Everything in the listing beneath must be transcribed exactly.

» Data for processing:
——

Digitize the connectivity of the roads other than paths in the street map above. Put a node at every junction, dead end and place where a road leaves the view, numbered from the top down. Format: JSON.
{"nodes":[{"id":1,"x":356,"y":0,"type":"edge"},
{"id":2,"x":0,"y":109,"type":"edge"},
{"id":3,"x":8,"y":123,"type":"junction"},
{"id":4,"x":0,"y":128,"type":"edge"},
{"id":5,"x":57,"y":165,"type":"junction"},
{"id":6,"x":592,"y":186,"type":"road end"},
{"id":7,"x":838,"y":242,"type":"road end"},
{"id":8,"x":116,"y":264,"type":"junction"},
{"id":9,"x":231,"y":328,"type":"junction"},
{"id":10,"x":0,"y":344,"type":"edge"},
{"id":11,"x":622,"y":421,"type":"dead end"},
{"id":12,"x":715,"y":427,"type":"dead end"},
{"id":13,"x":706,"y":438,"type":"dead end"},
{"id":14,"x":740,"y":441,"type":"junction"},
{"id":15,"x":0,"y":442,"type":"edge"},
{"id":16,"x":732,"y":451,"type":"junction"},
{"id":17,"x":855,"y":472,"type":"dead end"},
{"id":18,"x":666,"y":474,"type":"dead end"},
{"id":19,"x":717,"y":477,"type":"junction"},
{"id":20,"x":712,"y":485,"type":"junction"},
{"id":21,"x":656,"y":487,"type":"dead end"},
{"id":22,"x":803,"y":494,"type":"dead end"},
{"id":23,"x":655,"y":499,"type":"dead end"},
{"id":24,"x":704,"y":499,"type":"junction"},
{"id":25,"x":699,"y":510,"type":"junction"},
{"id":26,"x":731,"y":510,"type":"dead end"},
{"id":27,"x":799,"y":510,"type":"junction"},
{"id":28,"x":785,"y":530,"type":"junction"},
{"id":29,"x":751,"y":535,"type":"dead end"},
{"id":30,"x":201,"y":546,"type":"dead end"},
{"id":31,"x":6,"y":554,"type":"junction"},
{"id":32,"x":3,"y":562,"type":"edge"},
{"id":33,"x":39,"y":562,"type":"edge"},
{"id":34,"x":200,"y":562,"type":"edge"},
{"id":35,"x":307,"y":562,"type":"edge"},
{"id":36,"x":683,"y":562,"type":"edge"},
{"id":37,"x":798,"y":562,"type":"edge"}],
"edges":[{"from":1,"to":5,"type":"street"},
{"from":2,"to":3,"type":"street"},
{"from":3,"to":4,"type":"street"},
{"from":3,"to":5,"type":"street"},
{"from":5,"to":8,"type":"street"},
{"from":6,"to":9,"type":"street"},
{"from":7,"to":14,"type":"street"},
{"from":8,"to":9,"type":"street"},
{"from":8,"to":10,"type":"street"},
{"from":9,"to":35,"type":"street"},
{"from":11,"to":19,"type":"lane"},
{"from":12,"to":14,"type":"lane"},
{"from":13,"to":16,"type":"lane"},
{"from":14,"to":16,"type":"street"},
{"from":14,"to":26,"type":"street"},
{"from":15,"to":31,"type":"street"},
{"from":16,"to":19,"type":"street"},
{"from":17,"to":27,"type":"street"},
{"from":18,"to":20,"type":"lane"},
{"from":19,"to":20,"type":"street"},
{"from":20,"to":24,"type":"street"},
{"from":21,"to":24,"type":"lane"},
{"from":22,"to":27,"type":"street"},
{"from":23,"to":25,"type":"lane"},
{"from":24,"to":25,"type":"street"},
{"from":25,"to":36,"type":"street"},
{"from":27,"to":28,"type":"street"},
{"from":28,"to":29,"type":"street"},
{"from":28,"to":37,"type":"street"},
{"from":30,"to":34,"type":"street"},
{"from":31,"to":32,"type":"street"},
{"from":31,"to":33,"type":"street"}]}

——

» Result of this task:
Digitize the connectivity of the roads other than paths in the street map above. Put a node at every junction, dead end and place where a road leaves the view, numbered from the top down. Format: JSON.
{"nodes":[{"id":1,"x":356,"y":0,"type":"edge"},
{"id":2,"x":0,"y":109,"type":"edge"},
{"id":3,"x":8,"y":123,"type":"junction"},
{"id":4,"x":0,"y":128,"type":"edge"},
{"id":5,"x":57,"y":165,"type":"junction"},
{"id":6,"x":592,"y":186,"type":"road end"},
{"id":7,"x":838,"y":242,"type":"road end"},
{"id":8,"x":116,"y":264,"type":"junction"},
{"id":9,"x":231,"y":328,"type":"junction"},
{"id":10,"x":0,"y":344,"type":"edge"},
{"id":11,"x":622,"y":421,"type":"dead end"},
{"id":12,"x":715,"y":427,"type":"dead end"},
{"id":13,"x":706,"y":438,"type":"dead end"},
{"id":14,"x":740,"y":441,"type":"junction"},
{"id":15,"x":0,"y":442,"type":"edge"},
{"id":16,"x":732,"y":451,"type":"junction"},
{"id":17,"x":855,"y":472,"type":"dead end"},
{"id":18,"x":666,"y":474,"type":"dead end"},
{"id":19,"x":717,"y":477,"type":"junction"},
{"id":20,"x":712,"y":485,"type":"junction"},
{"id":21,"x":656,"y":487,"type":"dead end"},
{"id":22,"x":803,"y":494,"type":"dead end"},
{"id":23,"x":655,"y":499,"type":"dead end"},
{"id":24,"x":704,"y":499,"type":"junction"},
{"id":25,"x":699,"y":510,"type":"junction"},
{"id":26,"x":731,"y":510,"type":"dead end"},
{"id":27,"x":799,"y":510,"type":"junction"},
{"id":28,"x":785,"y":530,"type":"junction"},
{"id":29,"x":751,"y":535,"type":"dead end"},
{"id":30,"x":201,"y":546,"type":"dead end"},
{"id":31,"x":6,"y":554,"type":"junction"},
{"id":32,"x":3,"y":562,"type":"edge"},
{"id":33,"x":39,"y":562,"type":"edge"},
{"id":34,"x":200,"y":562,"type":"edge"},
{"id":35,"x":307,"y":562,"type":"edge"},
{"id":36,"x":683,"y":562,"type":"edge"},
{"id":37,"x":798,"y":562,"type":"edge"}],
"edges":[{"from":1,"to":5,"type":"street"},
{"from":2,"to":3,"type":"street"},
{"from":3,"to":4,"type":"street"},
{"from":3,"to":5,"type":"street"},
{"from":5,"to":8,"type":"street"},
{"from":6,"to":9,"type":"street"},
{"from":7,"to":14,"type":"street"},
{"from":8,"to":9,"type":"street"},
{"from":8,"to":10,"type":"street"},
{"from":9,"to":35,"type":"street"},
{"from":11,"to":19,"type":"lane"},
{"from":12,"to":14,"type":"lane"},
{"from":13,"to":16,"type":"lane"},
{"from":14,"to":16,"type":"street"},
{"from":14,"to":26,"type":"street"},
{"from":15,"to":31,"type":"street"},
{"from":16,"to":19,"type":"street"},
{"from":17,"to":27,"type":"street"},
{"from":18,"to":20,"type":"lane"},
{"from":19,"to":20,"type":"street"},
{"from":20,"to":24,"type":"street"},
{"from":21,"to":24,"type":"lane"},
{"from":22,"to":27,"type":"street"},
{"from":23,"to":25,"type":"lane"},
{"from":24,"to":25,"type":"street"},
{"from":25,"to":36,"type":"street"},
{"from":27,"to":28,"type":"street"},
{"from":28,"to":29,"type":"street"},
{"from":28,"to":37,"type":"street"},
{"from":30,"to":34,"type":"street"},
{"from":31,"to":32,"type":"street"},
{"from":31,"to":33,"type":"street"}]}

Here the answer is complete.